Sometimes, in a long-running play, the actors have been
doing it so often that they know exactly what will get a gasp from the
audience, and that’s what they go for—which is never the same thing as knowing
exactly what the play needs, and going for that, gasps or not. For example: I saw
Bernadette Peters early on in her run of Little Night Music, when she was
serving the play’s needs over her own, and I also saw her towards the end of her run, when she
was mugging so shamelessly at the top of Act Two, blustering and simpering and
looking flustered, that she made the lyrics “If she’d only looked flustered or
admitted the worst/If she only had blustered or simpered or cursed” completely
meaningless. It was fun to watch, but
it wasn’t the play.
And that’s what a lot of August: Osage County is: it's fun
to watch, but it's not the play; it's a decent filmed version of parts of the play where a bunch of actors go for the audience reaction over character
interaction. It also feels like an
ensemble piece where the leads are being played by a new set of actors. The minor characters can hold their own with
each other, because they’ve been around since the beginning of the run, but the
new ones in the lead parts are not acting in the same universe, they’re either
not up to speed yet or speeding so fast somebody has to slow them down. In this film, that would be Julia Roberts,
pretty much all the men except Sam Shepard and Chris Cooper, and, alas, Meryl
Streep.
You can make a case that it’s all the wig’s fault, I guess,
because when Streep isn't wearing it, she hits all the notes between touching
and vulnerable and lost and self-reflective.

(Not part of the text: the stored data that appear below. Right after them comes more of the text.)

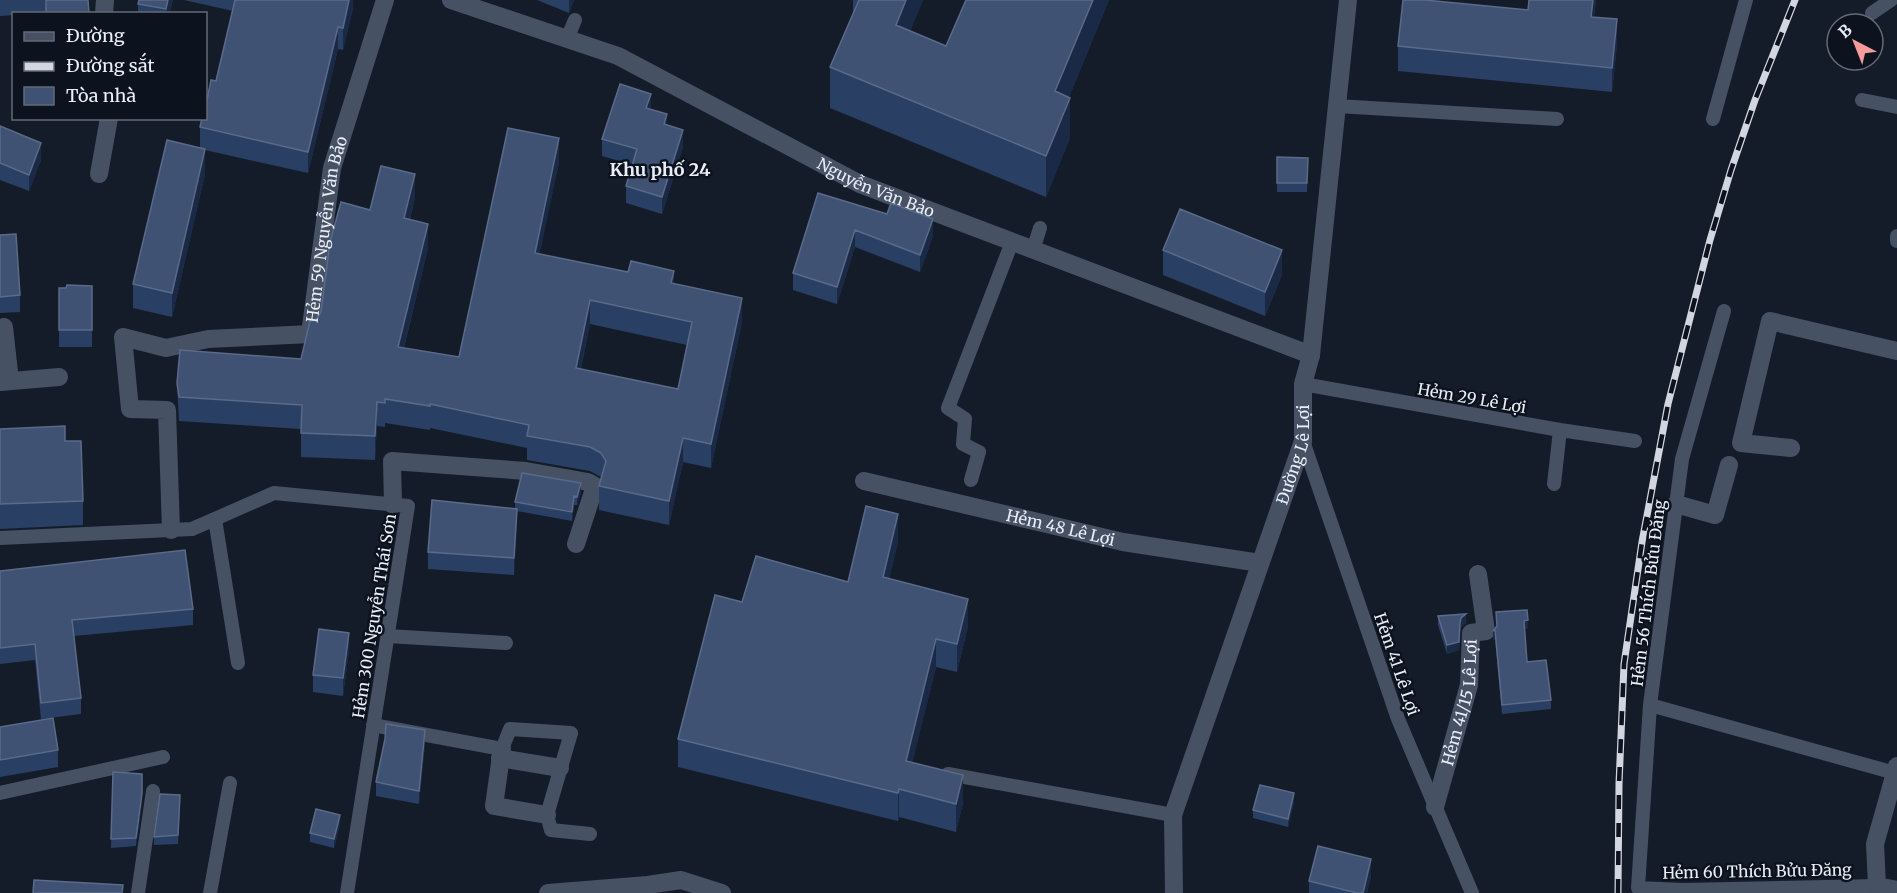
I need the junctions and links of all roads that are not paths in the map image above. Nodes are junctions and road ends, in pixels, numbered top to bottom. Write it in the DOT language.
graph roads {
  1 [pos="385,0"];
  2 [pos="451,0"];
  3 [pos="1348,0"];
  4 [pos="1746,0"];
  5 [pos="1891,0"];
  6 [pos="1873,12"];
  7 [pos="575,20"];
  8 [pos="567,39"];
  9 [pos="1862,100"];
  10 [pos="1337,106"];
  11 [pos="1897,108"];
  12 [pos="1557,119"];
  13 [pos="1713,119"];
  14 [pos="109,120"];
  15 [pos="99,174"];
  16 [pos="1040,228"];
  17 [pos="1897,236"];
  18 [pos="1897,241"];
  19 [pos="1012,242"];
  20 [pos="1033,250"];
  21 [pos="1724,311"];
  22 [pos="4,327"];
  23 [pos="1897,351"];
  24 [pos="1311,355"];
  25 [pos="58,377"];
  26 [pos="5,381"];
  27 [pos="1303,384"];
  28 [pos="1560,430"];
  29 [pos="1303,441"];
  30 [pos="1635,441"];
  31 [pos="1791,448"];
  32 [pos="1729,465"];
  33 [pos="971,480"];
  34 [pos="864,481"];
  35 [pos="1554,483"];
  36 [pos="1676,504"];
  37 [pos="393,505"];
  38 [pos="215,519"];
  39 [pos="171,530"];
  40 [pos="0,538"];
  41 [pos="576,544"];
  42 [pos="1260,563"];
  43 [pos="1478,574"];
  44 [pos="387,636"];
  45 [pos="506,643"];
  46 [pos="238,663"];
  47 [pos="1650,705"];
  48 [pos="373,725"];
  49 [pos="501,754"];
  50 [pos="163,758"];
  51 [pos="560,768"];
  52 [pos="1896,769"];
  53 [pos="948,774"];
  54 [pos="230,783"];
  55 [pos="153,791"];
  56 [pos="0,793"];
  57 [pos="1435,807"];
  58 [pos="547,814"];
  59 [pos="1173,815"];
  60 [pos="590,834"];
  61 [pos="1877,886"];
  62 [pos="648,889"];
  63 [pos="1832,890"];
  64 [pos="1897,890"];
  65 [pos="1775,891"];
  66 [pos="1683,892"];
  67 [pos="138,893"];
  68 [pos="210,893"];
  69 [pos="347,893"];
  70 [pos="548,893"];
  71 [pos="722,893"];
  72 [pos="1174,893"];
  73 [pos="1472,893"];
  1 -- 39 [label="street, Hẻm 59 Nguyễn Văn Bảo"];
  2 -- 8 [label="street, Nguyễn Văn Bảo"];
  3 -- 10 [label="street, Đường Lê Lợi"];
  4 -- 13 [label="lane"];
  5 -- 6 [label="lane"];
  7 -- 8 [label="lane"];
  8 -- 19 [label="street, Nguyễn Văn Bảo"];
  9 -- 11 [label="lane"];
  10 -- 12 [label="lane"];
  10 -- 24 [label="street, Đường Lê Lợi"];
  14 -- 15 [label="street"];
  16 -- 20 [label="lane"];
  17 -- 18 [label="lane"];
  19 -- 20 [label="street, Nguyễn Văn Bảo"];
  19 -- 33 [label="lane"];
  20 -- 24 [label="street, Nguyễn Văn Bảo"];
  21 -- 36 [label="lane, Hẻm 56 Thích Bửu Đăng"];
  22 -- 26 [label="street"];
  23 -- 31 [label="street"];
  24 -- 27 [label="street, Đường Lê Lợi"];
  25 -- 26 [label="street"];
  27 -- 28 [label="lane, Hẻm 29 Lê Lợi"];
  27 -- 29 [label="street, Đường Lê Lợi"];
  28 -- 30 [label="lane, Hẻm 29 Lê Lợi"];
  28 -- 35 [label="lane"];
  29 -- 42 [label="street, Đường Lê Lợi"];
  29 -- 57 [label="lane, Hẻm 41 Lê Lợi"];
  32 -- 36 [label="street"];
  34 -- 42 [label="street, Hẻm 48 Lê Lợi"];
  36 -- 47 [label="lane, Hẻm 56 Thích Bửu Đăng"];
  37 -- 38 [label="lane, Hẻm 300 Nguyễn Thái Sơn"];
  37 -- 41 [label="street"];
  37 -- 44 [label="lane, Hẻm 300 Nguyễn Thái Sơn"];
  38 -- 39 [label="lane, Hẻm 300 Nguyễn Thái Sơn"];
  38 -- 46 [label="lane"];
  39 -- 40 [label="lane, Hẻm 300 Nguyễn Thái Sơn"];
  42 -- 59 [label="street, Đường Lê Lợi"];
  43 -- 57 [label="street, Hẻm 41/15 Lê Lợi"];
  44 -- 45 [label="lane"];
  44 -- 48 [label="lane, Hẻm 300 Nguyễn Thái Sơn"];
  47 -- 52 [label="lane, Hẻm 56 Thích Bửu Đăng"];
  47 -- 66 [label="lane, Hẻm 60 Thích Bửu Đăng"];
  48 -- 49 [label="lane"];
  48 -- 69 [label="lane, Hẻm 300 Nguyễn Thái Sơn"];
  49 -- 51 [label="street"];
  49 -- 51 [label="lane"];
  49 -- 58 [label="street"];
  50 -- 56 [label="lane"];
  51 -- 58 [label="lane"];
  52 -- 61 [label="street"];
  53 -- 59 [label="lane"];
  54 -- 68 [label="lane"];
  55 -- 67 [label="lane"];
  57 -- 73 [label="lane, Hẻm 41 Lê Lợi"];
  58 -- 60 [label="lane"];
  59 -- 72 [label="street, Đường Lê Lợi"];
  61 -- 63 [label="lane, Hẻm 60 Thích Bửu Đăng"];
  61 -- 64 [label="street"];
  62 -- 70 [label="street"];
  62 -- 71 [label="street"];
  63 -- 65 [label="lane, Hẻm 60 Thích Bửu Đăng"];
  65 -- 66 [label="lane, Hẻm 60 Thích Bửu Đăng"];
}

But the moment she puts it on, she goes straight to ten and never
wavers—she transforms into a monster
who is (yes, the subtext is that obvious) the living embodiment of mouth
cancer. It’s the kind of performance
that makes me want to bet you a thousand bucks that her wig was made from
strands of Mommie Dearest hair, because Streep with the wig on is as
mesmerizing, in exactly the same bad way, as Dunaway was.
You can also make a case that it’s Tracy Letts’ fault, or
director John Wells’ fault, or a combination of both. Cutting an hour out of the original play doesn’t do the
remainder any favors—it’s like watching an opera with nothing but arias. And the way the play is opened up cripples
the tension between the characters.
This is a piece that needs a sense of claustrophobia, not weepy violin
music underneath the emotional high points so we’ll know that we’re supposed to
be feeling an emotion. But given the
people behind this movie, that kind of music is not surprising. To paraphrase Henry Higgins, the Weinsteins
don’t care what they produce actually, as long as it pronounces the words
“Oscar bait” properly.
As for the other actors, Juliette Lewis phones in the
Juliette Lewis part, Dermot Mulroney
(Julia Roberts’ love interest from My Best Friend’s Wedding) is an obvious
sleaze, and Ewan McGregor and Benedict
Cumberbatch don’t have a clue what the stakes are. If you want to hire a Brit to play Roberts’ husband, then go with
Jonny Lee Miller—the prickliness he brings to Sherlock is perfect for this
part. And why Paul Dano isn’t playing
Little Charles is beyond me. As for Sam
Shepard, who’s penned one or two family eviscerations himself, he totally gets
it. He sets the perfect opening tone;
but then he’s gone, and only Chris Cooper, Margo Martindale, and Julianne
Nicholson remain in tune. But they’re
like the lute in PDQ Bach’s Sinfonia Concertante—you can’t hear them, you can
only think about them while you’re listening to Streep and Roberts play the
bagpipes.
And Roberts? Well,
she glares, and glares, and then she looks off somewhere and clenches her teeth
before she turns back and glares some more, with this obvious rage that doesn’t
appear to be coming from anywhere except a stage direction. Streep’s speech about her mother is there to
tell us that bad behavior gets passed down from generation to generation, but
there’s no weight to this burden among the women in this family. It’s picked up and displayed and then it’s
dropped, when it should be carried, when the weight of carrying it should be
evident in every move you make, when the need to get out from under it should
be behind every silence, every glare, every clenched jaw.
So yes, you can watch this movie and gasp and laugh in all
the right places, like the audience did when I saw it. And like I did too. Because the delivery system still works;
it's just all icing and no cake.
Or you can ask yourself questions like “This won the
Pulitzer Prize? Really?” and “Why is
Meryl fucking Streep running through a field of hay bales?” and “Whoa, wait a
minute—if it’s 108 degrees out, then why is Julia fucking Roberts sleeping in
sweatpants and a long-sleeved shirt, and why in the name of heat prostration is
she throwing on a sweater when she wakes up?”
Or, if you really want to watch a wrenching movie about mothers and daughters, you can rent Autumn Sonata.